▶ [TASK GOAL]:
Every line in the material below that includes "Edmond" should be copied.

□ □ □

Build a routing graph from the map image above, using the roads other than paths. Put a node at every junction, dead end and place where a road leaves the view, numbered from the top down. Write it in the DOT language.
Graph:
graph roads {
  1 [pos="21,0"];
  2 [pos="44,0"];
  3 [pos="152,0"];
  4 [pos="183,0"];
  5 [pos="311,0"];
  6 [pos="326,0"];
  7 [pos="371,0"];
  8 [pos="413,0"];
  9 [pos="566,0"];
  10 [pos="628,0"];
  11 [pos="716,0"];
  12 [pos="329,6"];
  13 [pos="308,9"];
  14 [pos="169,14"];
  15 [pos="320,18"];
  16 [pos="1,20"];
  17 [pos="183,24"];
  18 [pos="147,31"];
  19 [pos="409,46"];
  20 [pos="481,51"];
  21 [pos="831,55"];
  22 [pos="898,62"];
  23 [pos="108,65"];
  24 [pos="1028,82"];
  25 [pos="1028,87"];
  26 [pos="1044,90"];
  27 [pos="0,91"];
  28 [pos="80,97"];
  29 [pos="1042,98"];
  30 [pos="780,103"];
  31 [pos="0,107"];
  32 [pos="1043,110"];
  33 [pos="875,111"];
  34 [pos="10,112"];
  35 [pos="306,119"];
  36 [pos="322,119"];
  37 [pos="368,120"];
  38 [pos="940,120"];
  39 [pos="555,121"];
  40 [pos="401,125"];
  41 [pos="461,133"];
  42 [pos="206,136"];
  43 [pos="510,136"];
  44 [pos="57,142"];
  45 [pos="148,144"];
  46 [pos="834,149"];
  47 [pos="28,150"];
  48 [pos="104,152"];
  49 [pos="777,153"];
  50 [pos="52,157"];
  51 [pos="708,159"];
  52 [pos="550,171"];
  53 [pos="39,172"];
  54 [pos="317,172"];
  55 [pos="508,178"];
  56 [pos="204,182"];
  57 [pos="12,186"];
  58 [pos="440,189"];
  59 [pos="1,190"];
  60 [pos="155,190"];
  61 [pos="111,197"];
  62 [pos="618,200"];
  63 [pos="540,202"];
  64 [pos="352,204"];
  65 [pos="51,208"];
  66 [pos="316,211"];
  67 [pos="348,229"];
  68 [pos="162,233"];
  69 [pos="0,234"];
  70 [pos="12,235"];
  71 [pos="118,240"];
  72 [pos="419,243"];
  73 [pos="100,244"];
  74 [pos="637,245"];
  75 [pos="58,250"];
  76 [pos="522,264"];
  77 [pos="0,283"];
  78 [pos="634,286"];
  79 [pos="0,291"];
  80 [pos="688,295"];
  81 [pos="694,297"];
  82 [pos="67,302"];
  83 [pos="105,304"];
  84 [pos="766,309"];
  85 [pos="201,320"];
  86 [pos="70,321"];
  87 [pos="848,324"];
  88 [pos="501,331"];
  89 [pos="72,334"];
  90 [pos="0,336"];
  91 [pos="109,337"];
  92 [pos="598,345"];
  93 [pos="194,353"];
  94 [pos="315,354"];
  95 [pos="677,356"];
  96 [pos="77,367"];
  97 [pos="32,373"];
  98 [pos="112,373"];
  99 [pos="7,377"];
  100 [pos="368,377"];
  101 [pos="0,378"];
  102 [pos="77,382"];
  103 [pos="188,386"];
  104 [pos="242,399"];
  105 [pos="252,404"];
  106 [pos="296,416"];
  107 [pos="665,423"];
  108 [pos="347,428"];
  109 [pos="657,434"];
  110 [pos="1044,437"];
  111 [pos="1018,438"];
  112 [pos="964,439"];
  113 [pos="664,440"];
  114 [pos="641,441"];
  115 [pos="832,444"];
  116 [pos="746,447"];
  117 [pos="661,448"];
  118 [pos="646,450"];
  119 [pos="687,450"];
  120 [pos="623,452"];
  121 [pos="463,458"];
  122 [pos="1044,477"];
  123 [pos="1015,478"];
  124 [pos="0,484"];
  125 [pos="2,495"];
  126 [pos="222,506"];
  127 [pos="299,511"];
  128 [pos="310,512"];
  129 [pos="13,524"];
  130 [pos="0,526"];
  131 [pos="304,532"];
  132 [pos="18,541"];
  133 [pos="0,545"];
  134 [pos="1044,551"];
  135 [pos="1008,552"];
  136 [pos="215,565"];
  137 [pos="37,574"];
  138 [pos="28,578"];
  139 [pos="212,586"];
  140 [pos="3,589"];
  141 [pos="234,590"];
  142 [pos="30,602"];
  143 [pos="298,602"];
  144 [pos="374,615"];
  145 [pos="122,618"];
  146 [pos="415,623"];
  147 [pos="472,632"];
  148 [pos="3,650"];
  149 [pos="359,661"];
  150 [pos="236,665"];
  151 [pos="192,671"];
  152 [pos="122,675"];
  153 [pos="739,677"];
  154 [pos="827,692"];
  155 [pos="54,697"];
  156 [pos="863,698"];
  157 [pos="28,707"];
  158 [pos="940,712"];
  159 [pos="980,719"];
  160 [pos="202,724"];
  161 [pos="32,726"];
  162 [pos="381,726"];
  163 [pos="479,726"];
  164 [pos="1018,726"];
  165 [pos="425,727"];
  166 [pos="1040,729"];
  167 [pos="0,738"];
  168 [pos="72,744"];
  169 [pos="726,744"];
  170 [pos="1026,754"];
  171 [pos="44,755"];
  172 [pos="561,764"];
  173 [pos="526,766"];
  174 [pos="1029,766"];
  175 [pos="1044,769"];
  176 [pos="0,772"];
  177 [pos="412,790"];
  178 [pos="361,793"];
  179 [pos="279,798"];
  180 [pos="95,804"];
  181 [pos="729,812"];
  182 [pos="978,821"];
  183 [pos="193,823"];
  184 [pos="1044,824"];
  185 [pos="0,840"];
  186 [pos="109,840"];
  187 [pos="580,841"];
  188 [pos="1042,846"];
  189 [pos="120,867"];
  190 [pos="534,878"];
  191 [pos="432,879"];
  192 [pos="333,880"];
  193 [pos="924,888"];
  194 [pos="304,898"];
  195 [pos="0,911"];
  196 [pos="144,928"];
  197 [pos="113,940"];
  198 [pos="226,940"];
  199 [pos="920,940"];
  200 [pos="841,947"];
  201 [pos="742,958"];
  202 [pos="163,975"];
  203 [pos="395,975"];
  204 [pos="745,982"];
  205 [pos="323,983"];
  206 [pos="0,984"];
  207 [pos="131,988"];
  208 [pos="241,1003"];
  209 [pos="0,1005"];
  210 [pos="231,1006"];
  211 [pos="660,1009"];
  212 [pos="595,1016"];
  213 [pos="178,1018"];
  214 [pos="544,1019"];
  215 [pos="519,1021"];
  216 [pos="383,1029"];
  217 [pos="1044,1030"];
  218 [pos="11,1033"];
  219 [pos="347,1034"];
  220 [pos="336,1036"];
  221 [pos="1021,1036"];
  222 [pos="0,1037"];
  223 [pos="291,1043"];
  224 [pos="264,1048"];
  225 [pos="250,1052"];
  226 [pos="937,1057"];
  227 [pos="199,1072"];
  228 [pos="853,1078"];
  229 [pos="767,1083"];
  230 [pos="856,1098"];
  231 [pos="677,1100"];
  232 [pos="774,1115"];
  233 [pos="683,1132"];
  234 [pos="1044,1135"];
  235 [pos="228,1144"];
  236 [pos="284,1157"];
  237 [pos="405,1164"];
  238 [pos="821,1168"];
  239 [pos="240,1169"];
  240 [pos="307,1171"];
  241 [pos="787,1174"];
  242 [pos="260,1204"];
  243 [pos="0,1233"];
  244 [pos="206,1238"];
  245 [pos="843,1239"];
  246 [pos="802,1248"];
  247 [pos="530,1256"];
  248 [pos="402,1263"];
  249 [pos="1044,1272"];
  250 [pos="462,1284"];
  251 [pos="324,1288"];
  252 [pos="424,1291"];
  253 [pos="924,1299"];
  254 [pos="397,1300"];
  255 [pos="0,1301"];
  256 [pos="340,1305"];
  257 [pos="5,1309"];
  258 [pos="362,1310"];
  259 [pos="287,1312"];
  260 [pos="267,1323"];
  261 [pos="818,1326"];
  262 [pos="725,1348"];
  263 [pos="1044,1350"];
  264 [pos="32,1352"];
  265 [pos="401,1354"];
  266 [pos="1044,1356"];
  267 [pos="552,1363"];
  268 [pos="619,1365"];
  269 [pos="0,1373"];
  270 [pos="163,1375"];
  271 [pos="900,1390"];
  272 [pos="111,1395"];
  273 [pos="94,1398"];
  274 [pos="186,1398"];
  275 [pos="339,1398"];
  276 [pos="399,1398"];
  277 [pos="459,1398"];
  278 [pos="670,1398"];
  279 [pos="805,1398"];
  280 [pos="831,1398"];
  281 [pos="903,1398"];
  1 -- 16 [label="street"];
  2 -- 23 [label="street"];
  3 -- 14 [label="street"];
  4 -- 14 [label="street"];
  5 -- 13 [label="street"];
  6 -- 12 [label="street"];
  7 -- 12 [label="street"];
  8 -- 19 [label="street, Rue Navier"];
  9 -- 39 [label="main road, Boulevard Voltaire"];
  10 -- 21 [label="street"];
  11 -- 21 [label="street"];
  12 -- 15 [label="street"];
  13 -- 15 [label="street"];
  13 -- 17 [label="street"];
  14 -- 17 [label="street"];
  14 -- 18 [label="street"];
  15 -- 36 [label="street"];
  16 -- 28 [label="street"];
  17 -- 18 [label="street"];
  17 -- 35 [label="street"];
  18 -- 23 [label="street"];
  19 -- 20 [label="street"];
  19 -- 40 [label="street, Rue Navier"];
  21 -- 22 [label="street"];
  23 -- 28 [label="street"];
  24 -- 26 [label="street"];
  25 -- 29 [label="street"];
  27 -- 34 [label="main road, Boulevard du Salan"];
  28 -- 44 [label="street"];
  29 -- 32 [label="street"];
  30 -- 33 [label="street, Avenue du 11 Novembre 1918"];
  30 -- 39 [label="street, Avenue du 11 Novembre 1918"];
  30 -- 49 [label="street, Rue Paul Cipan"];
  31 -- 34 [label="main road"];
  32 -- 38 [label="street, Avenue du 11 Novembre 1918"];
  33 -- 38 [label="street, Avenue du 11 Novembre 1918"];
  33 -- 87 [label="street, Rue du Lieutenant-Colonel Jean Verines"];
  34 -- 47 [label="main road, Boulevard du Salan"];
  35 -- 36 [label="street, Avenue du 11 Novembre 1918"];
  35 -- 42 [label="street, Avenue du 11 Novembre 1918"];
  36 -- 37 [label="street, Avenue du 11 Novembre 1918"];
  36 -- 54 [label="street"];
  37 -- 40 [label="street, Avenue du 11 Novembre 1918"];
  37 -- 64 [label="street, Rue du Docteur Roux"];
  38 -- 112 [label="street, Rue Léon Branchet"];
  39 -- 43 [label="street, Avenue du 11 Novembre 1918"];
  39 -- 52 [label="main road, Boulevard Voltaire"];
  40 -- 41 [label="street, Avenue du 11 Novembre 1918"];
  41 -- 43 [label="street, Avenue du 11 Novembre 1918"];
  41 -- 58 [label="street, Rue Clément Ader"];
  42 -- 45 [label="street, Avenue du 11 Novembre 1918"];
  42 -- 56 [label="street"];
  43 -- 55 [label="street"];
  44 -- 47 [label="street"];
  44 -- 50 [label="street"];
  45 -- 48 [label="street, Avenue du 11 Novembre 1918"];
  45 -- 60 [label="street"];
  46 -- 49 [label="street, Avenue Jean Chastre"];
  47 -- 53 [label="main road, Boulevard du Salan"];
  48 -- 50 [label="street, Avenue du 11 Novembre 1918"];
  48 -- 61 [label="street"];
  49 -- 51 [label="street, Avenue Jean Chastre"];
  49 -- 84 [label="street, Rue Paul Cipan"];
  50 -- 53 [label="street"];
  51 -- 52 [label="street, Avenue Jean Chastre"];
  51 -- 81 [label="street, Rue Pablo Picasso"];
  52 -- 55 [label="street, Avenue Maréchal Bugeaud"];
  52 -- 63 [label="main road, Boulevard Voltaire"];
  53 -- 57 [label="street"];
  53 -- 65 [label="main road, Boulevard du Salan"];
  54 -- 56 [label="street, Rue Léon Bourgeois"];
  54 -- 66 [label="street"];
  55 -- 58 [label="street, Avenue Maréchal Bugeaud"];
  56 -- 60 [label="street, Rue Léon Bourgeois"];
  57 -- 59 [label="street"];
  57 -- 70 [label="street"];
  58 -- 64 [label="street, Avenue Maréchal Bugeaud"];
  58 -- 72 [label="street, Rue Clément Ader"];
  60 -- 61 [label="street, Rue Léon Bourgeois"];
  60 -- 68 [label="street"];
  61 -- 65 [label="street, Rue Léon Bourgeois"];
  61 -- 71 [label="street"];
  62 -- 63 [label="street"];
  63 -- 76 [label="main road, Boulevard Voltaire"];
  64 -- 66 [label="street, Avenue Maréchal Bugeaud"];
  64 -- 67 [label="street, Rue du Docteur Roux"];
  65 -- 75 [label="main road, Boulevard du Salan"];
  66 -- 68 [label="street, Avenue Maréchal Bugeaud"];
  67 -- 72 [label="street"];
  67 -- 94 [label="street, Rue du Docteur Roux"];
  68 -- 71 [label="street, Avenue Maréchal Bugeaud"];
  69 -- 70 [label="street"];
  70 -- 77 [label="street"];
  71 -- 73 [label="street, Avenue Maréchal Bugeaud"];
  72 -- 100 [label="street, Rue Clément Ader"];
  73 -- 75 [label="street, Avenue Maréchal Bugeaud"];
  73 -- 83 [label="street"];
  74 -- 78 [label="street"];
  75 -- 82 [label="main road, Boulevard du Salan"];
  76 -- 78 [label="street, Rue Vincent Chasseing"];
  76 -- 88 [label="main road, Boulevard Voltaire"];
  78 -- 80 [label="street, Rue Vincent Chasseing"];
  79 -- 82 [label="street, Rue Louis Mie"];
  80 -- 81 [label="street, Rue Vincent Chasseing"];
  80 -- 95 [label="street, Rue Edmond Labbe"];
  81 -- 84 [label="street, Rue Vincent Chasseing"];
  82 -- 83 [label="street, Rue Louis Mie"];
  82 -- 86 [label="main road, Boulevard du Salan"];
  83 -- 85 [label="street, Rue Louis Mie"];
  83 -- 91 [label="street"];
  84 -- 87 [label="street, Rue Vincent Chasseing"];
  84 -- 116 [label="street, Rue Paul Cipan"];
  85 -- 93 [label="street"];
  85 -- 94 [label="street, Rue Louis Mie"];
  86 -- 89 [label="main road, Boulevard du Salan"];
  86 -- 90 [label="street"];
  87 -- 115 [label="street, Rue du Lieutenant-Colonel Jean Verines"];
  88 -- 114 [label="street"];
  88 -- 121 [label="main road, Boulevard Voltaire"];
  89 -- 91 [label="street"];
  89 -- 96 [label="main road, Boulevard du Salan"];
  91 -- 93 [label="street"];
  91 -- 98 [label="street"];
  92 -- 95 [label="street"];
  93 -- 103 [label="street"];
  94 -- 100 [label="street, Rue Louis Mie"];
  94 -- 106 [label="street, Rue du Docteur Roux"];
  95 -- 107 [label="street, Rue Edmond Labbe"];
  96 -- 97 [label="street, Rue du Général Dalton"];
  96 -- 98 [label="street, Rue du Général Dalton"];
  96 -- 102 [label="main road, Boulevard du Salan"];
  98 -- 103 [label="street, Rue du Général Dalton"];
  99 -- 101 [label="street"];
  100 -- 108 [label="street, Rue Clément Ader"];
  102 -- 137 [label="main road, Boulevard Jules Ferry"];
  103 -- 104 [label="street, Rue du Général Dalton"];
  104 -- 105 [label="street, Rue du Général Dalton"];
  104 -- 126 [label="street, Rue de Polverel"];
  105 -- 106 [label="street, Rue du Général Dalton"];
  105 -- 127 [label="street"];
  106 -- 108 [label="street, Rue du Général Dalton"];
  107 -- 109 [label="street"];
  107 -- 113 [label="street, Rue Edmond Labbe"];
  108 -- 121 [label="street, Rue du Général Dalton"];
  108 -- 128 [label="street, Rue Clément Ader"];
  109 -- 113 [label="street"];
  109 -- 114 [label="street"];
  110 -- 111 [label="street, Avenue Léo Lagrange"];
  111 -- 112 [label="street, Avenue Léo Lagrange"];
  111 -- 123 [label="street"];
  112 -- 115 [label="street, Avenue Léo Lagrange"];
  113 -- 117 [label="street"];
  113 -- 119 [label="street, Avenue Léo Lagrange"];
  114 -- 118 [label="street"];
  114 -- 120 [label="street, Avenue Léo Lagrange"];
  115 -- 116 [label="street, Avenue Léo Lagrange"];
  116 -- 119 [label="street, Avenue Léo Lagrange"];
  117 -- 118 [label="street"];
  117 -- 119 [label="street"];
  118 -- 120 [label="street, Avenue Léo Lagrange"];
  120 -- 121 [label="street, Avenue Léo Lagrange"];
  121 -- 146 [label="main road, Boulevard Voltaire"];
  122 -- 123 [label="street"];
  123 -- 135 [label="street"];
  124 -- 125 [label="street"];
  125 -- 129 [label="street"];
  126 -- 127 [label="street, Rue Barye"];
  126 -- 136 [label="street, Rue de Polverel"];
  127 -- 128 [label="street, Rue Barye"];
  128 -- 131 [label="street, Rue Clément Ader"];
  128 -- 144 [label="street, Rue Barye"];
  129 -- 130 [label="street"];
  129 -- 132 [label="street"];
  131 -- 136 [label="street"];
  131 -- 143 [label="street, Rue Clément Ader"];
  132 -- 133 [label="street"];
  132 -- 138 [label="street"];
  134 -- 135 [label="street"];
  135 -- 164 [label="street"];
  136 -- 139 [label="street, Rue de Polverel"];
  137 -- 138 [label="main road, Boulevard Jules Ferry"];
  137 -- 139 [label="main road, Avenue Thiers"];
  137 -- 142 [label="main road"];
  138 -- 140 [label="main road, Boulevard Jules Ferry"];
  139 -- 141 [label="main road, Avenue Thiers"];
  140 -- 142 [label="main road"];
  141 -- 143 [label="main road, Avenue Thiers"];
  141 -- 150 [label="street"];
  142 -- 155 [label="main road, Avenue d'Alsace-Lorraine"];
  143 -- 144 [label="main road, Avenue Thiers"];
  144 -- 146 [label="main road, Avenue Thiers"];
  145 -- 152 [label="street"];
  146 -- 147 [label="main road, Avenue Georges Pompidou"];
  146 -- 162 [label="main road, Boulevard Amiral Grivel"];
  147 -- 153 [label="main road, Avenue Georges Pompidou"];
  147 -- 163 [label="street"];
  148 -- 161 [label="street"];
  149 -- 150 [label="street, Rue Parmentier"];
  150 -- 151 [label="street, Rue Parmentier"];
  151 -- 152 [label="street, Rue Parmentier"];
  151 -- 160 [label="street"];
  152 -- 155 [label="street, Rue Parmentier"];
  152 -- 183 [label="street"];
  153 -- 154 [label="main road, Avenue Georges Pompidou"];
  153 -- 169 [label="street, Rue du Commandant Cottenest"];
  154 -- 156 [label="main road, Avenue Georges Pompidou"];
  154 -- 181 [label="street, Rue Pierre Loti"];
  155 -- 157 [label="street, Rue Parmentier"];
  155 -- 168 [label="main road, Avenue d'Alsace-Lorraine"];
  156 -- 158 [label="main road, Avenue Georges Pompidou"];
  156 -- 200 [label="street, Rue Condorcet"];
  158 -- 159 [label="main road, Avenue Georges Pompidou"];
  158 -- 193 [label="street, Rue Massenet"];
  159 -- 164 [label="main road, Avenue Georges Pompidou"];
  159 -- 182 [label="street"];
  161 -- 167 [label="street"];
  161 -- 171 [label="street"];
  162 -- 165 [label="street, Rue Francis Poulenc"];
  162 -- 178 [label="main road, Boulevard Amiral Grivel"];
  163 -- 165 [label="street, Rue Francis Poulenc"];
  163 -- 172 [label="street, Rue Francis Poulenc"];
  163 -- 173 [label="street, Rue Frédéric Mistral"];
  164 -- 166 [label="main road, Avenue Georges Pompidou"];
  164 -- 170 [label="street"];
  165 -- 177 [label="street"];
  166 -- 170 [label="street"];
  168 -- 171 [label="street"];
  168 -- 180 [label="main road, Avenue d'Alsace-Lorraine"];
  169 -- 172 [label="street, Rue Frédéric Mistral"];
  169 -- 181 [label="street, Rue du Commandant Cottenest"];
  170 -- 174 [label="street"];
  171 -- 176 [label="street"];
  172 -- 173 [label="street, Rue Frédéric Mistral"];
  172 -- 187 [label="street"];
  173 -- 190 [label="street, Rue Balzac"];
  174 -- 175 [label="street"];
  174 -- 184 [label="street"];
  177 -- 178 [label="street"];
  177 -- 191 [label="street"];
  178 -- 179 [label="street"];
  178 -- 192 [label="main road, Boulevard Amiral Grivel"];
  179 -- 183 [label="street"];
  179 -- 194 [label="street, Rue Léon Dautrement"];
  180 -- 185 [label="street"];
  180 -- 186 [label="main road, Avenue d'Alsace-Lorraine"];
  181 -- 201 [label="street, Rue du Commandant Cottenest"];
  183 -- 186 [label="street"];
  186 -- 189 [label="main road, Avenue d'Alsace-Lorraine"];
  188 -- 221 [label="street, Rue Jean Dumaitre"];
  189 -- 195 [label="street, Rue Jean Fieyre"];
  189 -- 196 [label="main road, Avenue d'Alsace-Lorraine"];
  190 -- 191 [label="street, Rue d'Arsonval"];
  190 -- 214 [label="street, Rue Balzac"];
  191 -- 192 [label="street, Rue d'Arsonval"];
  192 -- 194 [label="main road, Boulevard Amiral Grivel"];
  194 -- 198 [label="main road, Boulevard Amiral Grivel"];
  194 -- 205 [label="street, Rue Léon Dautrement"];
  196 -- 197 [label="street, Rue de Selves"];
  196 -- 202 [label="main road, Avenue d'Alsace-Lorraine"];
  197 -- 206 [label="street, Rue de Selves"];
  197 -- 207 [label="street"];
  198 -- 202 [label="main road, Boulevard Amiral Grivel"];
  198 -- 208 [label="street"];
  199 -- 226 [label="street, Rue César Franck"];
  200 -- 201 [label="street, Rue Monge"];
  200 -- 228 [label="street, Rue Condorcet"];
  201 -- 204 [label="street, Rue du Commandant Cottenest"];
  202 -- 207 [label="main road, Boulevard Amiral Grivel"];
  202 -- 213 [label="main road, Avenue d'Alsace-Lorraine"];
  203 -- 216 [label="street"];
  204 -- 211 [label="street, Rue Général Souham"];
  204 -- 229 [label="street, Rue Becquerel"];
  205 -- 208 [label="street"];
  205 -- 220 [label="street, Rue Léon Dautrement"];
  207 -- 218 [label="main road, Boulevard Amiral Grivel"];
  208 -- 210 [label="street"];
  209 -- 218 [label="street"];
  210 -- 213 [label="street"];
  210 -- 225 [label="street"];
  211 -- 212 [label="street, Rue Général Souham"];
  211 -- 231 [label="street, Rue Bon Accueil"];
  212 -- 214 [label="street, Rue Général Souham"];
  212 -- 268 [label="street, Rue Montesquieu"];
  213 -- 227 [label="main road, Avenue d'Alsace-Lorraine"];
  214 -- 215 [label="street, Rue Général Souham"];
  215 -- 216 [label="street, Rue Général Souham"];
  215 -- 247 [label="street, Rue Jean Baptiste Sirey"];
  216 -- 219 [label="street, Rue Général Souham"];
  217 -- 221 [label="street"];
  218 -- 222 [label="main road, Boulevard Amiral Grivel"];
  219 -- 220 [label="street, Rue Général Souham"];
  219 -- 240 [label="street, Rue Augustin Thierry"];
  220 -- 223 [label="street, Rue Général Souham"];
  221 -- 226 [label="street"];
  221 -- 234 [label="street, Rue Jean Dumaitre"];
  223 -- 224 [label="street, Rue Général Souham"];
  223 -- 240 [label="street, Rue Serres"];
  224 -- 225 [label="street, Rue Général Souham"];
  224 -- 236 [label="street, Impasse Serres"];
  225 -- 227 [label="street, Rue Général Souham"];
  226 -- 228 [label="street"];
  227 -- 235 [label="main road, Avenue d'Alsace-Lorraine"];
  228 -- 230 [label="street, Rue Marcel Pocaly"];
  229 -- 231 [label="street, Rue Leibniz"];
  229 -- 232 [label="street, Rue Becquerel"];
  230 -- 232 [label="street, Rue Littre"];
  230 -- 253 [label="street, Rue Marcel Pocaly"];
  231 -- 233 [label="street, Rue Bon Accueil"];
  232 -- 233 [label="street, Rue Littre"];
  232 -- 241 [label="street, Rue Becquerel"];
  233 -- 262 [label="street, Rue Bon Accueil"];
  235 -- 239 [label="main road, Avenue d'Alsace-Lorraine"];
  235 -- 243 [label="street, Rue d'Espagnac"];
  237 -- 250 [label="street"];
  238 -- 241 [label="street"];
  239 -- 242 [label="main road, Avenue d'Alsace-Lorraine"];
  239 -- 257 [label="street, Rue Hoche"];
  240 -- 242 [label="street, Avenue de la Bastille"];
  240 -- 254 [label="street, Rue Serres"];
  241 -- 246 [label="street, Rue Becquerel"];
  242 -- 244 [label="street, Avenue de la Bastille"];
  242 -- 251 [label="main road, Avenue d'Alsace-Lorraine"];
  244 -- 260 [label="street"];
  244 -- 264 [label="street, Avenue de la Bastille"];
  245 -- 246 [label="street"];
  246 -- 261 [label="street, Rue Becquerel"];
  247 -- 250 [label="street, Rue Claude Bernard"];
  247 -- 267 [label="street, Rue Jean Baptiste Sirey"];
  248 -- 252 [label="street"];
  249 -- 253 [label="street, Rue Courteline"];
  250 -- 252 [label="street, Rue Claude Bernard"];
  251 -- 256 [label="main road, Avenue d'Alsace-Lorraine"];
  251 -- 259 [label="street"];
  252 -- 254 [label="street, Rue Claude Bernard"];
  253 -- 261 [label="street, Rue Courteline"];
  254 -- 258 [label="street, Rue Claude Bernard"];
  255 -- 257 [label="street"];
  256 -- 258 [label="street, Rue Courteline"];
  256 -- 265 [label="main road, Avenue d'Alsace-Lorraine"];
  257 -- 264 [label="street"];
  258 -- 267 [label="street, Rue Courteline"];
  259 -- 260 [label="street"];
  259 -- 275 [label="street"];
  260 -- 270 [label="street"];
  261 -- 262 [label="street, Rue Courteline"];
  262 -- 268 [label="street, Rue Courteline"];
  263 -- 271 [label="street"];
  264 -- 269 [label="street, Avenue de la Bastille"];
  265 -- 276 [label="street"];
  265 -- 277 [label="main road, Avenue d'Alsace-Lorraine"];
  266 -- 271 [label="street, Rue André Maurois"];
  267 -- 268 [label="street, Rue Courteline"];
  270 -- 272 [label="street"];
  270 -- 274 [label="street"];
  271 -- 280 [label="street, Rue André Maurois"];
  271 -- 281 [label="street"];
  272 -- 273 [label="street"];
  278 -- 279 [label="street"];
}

□ □ □

▶ [RESULT FOR THIS TASK]:
  80 -- 95 [label="street, Rue Edmond Labbe"];
  95 -- 107 [label="street, Rue Edmond Labbe"];
  107 -- 113 [label="street, Rue Edmond Labbe"];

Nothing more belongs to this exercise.